Chiara Anna D'Angelo (born 31 July 2004) is an Austrian professional footballer who plays as a full-back for Frauen-Bundesliga club Werder Bremen and the Austria national team.

==Club career==
D'Angelo joined Frauen-Bundesliga club TSG 1899 Hoffenheim on loan from ÖFB Frauen Bundesliga club SKN St. Pölten in July 2023.

She returned to SKN St.

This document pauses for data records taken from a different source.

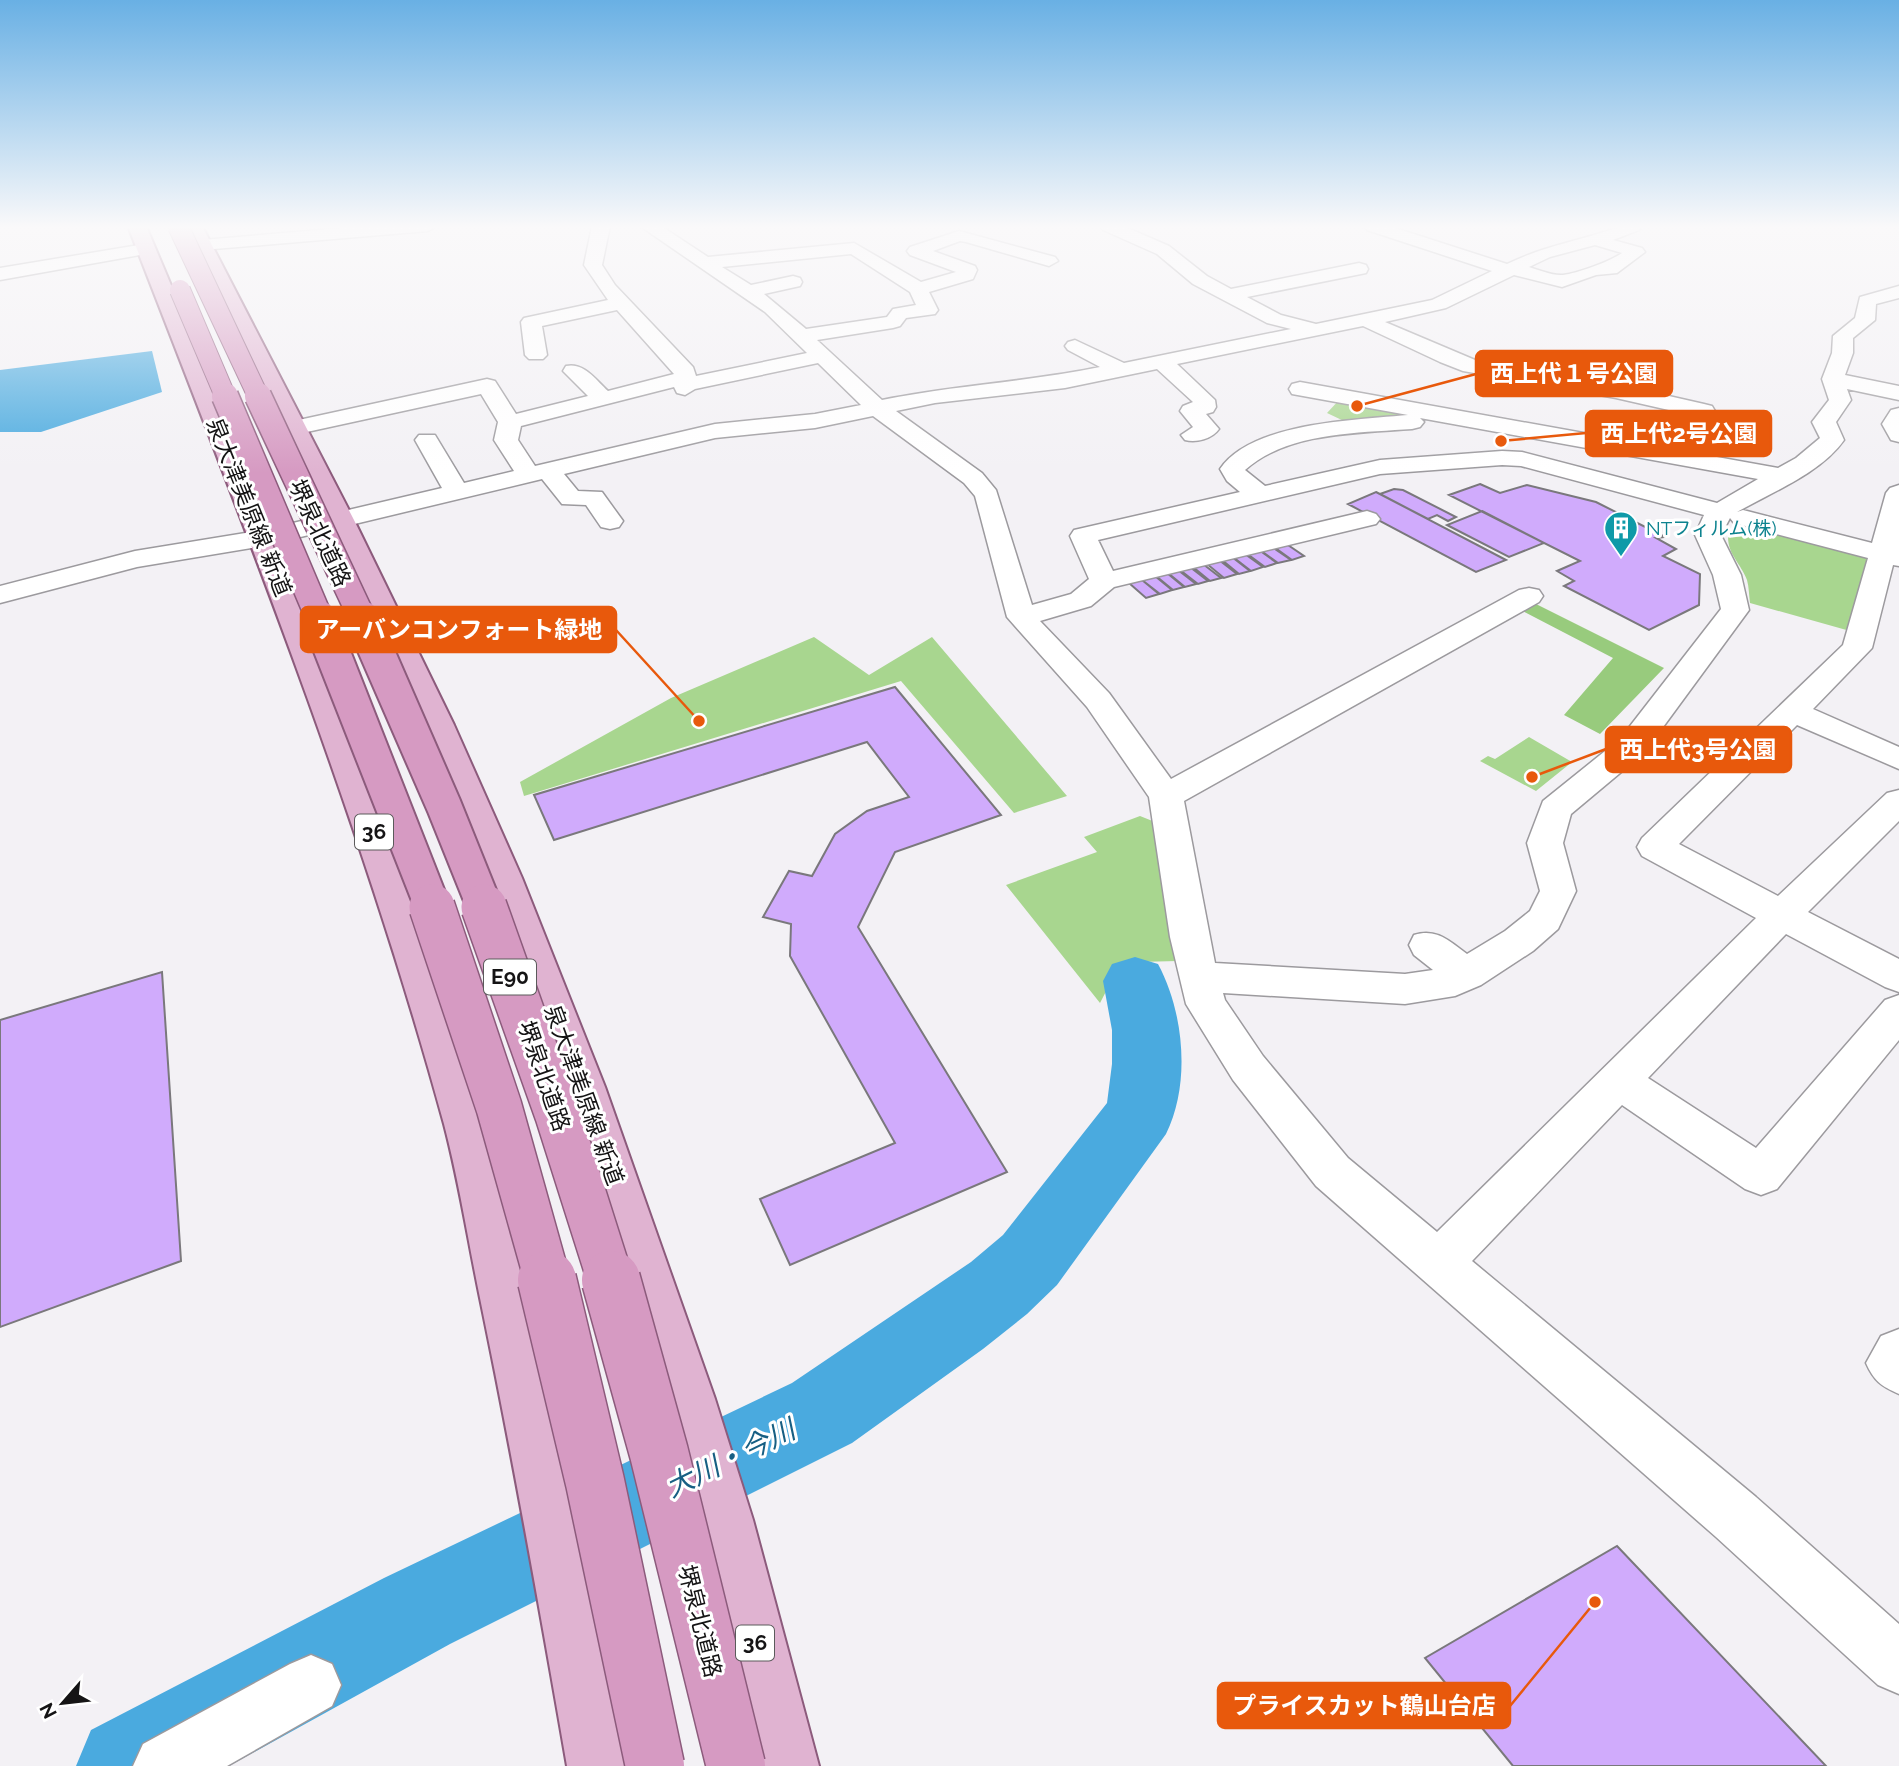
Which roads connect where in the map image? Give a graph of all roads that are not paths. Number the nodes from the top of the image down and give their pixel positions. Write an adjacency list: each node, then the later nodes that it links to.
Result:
1 (191, 308): 53 (main road, 泉大津美原線 新道 / 36)
2 (198, 308): 78 (highway, 堺泉北道路 / E90, bridge)
3 (205, 308): 79 (highway, 堺泉北道路 / E90, bridge)
4 (216, 308): 35 (main road, 泉大津美原線 新道 / 36)
5 (595, 308): 16 (street)
6 (627, 308): 21 (street)
7 (772, 308): 14 (street)
8 (927, 308): 14 (street)
9 (1254, 308): 13 (street)
10 (1417, 308): 12 (street)
11 (1866, 308): 20 (street)
12 (1363, 319): 13 (street); 25 (street)
13 (1313, 328): 17 (street)
14 (812, 346): 21 (street); 29 (street)
15 (1075, 346): 18 (street)
16 (536, 355)
17 (1160, 360): 18 (street); 37 (street)
18 (1120, 369): 29 (street)
19 (574, 371): 27 (street)
20 (1833, 379): 26 (street); 42 (street)
21 (685, 383): 27 (street)
22 (1300, 389): 33 (street)
23 (1417, 389): 28 (street)
24 (1721, 390): 31 (street)
25 (1616, 391): 30 (street); 31 (street)
26 (1899, 393)
27 (603, 398): 34 (street)
28 (1486, 400)
29 (876, 407): 43 (street); 59 (street)
30 (1591, 410)
31 (1704, 411): 40 (street)
32 (1899, 415): 38 (street)
33 (1461, 418): 36 (street); 46 (street)
34 (510, 422): 35 (street); 43 (street)
35 (293, 428): 51 (main road, 泉大津美原線 新道 / 36)
36 (1533, 430): 40 (street); 41 (street)
37 (1193, 435)
38 (1899, 435)
39 (427, 440): 44 (street)
40 (1683, 457): 42 (street)
41 (1502, 458): 46 (street); 48 (street)
42 (1768, 473): 48 (street); 49 (street)
43 (538, 474): 44 (street); 52 (street)
44 (457, 493): 51 (street)
45 (1899, 493): 55 (street)
46 (1259, 495): 47 (street)
47 (1227, 502): 54 (street); 56 (street)
48 (1689, 503): 49 (street)
49 (1733, 515): 55 (street); 66 (street)
50 (1367, 519): 54 (street)
51 (340, 520): 53 (street); 80 (main road, 泉大津美原線 新道 / 36)
52 (610, 521)
53 (263, 538): 57 (street); 77 (main road, 泉大津美原線 新道 / 36)
54 (1277, 539): 56 (street)
55 (1890, 556): 60 (street)
56 (1104, 581): 59 (street)
57 (0, 595)
58 (1529, 596): 62 (street)
59 (1021, 617): 62 (street)
60 (1791, 711): 61 (street); 64 (street)
61 (1899, 760)
62 (1166, 796): 67 (street)
63 (1899, 801): 64 (street)
64 (1782, 915): 68 (street); 70 (street)
65 (1428, 945): 66 (street)
66 (1467, 975): 67 (street)
67 (1201, 977): 71 (street)
68 (1899, 977)
69 (1899, 1011): 70 (street)
70 (1618, 1080): 71 (street)
71 (1438, 1263): 74 (street)
72 (1899, 1353): 73 (street)
73 (1899, 1369)
74 (1899, 1664)
75 (311, 1685): 76 (street)
76 (165, 1766)
77 (600, 1766)
78 (655, 1766)
79 (736, 1766)
80 (786, 1766)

Pölten in February 2025.

In 2025 it was announced that D'Angelo would move to Frauen-Bundesliga side Werder Bremen for the 2025–26 season.

==International career==
D'Angelo has made three appearances for the Austria senior national team, having previously represented Austria at youth level.

==Career statistics==

Scores and results list Austria's goal tally first, score column indicates score after each D'Angelo goal.

List of international goals scored by Chiara D'Angelo
| No. | Date | Venue | Opponent | Score | Result | Competition |
|---|---|---|---|---|---|---|
| 1 | 14 April 2026 | Max-Morlock-Stadion, Nuremberg, Germany | Germany | 1–5 | 1–5 | 2027 FIFA World Cup qualification |

==Style of play==
D'Angelo is two-footed and an attack-minded full-back.